Records to use:
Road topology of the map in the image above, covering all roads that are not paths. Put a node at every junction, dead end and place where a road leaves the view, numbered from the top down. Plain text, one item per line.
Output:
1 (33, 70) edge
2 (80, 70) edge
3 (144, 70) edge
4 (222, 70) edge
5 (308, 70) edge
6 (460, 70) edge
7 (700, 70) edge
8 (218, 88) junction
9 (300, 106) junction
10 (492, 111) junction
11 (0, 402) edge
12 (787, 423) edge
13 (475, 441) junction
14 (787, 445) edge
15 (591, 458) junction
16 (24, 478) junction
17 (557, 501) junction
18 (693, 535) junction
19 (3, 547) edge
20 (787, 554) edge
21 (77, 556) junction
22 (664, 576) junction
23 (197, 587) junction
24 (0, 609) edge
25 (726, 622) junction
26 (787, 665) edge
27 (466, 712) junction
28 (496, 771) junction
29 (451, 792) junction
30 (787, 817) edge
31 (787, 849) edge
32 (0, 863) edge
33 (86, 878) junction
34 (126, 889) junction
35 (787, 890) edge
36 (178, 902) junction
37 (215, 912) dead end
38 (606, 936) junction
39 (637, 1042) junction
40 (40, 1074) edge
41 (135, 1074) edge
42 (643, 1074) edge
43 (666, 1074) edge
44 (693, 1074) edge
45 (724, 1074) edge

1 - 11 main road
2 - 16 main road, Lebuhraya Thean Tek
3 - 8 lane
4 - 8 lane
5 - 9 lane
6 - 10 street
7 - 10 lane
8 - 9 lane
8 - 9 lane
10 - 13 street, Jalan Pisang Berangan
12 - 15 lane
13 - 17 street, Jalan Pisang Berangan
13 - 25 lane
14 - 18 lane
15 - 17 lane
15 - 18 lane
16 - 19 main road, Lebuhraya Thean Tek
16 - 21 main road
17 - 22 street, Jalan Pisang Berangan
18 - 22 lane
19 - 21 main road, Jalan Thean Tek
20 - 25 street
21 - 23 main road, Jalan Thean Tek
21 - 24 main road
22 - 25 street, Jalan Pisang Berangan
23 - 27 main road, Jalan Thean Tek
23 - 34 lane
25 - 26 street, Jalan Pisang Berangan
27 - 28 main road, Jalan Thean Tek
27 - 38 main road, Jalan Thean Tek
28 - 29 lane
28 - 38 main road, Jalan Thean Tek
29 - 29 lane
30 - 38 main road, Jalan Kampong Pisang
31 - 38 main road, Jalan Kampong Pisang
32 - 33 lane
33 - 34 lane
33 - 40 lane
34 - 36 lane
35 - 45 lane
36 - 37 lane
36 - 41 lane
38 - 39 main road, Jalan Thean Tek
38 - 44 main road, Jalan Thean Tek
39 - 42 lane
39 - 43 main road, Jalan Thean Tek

Task details: Only lines with the string "street" belong in the answer; copy each of them from the listing.

Completed exercise:
6 - 10 street
10 - 13 street, Jalan Pisang Berangan
13 - 17 street, Jalan Pisang Berangan
17 - 22 street, Jalan Pisang Berangan
20 - 25 street
22 - 25 street, Jalan Pisang Berangan
25 - 26 street, Jalan Pisang Berangan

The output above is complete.